(Stored data)
+-------+

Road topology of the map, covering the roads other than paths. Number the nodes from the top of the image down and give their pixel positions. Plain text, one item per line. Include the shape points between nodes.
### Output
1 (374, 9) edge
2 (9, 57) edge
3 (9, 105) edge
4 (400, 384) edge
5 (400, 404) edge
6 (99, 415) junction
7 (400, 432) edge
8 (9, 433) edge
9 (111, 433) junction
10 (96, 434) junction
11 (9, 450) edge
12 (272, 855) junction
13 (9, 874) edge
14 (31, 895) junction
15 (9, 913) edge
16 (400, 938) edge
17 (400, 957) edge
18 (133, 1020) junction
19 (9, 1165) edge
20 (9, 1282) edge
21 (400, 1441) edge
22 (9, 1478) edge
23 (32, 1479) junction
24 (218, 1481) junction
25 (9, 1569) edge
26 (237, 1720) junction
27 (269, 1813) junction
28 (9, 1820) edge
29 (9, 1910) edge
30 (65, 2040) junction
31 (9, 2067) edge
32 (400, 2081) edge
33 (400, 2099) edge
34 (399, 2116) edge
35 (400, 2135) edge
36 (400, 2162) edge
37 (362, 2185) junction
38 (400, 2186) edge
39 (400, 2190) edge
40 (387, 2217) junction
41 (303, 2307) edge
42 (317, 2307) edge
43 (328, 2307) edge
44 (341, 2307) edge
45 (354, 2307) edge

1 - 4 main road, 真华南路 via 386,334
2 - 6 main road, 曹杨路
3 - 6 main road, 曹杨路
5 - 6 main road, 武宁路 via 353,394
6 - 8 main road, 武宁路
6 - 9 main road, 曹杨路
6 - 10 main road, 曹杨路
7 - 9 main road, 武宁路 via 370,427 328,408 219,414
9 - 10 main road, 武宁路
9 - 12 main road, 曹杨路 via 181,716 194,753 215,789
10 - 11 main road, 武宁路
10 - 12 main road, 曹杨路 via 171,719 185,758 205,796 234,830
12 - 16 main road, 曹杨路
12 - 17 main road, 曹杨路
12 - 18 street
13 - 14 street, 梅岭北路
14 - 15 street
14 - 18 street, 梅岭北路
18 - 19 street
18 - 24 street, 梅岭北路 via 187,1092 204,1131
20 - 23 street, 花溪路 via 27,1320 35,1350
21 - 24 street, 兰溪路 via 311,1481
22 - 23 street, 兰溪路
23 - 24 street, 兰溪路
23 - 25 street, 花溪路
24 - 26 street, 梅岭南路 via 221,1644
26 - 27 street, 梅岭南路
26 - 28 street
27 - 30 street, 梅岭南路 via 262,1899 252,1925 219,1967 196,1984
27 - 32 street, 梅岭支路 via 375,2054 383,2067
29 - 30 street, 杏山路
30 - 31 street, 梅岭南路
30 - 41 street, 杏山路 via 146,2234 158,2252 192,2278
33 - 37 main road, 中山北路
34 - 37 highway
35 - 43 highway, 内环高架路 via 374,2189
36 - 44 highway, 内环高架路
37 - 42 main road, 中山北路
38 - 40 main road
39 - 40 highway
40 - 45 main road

+-------+

Wherever the string "highway" occurs in the data, copy the line that holds it.

- _Reply_:
34 - 37 highway
35 - 43 highway, 内环高架路 via 374,2189
36 - 44 highway, 内环高架路
39 - 40 highway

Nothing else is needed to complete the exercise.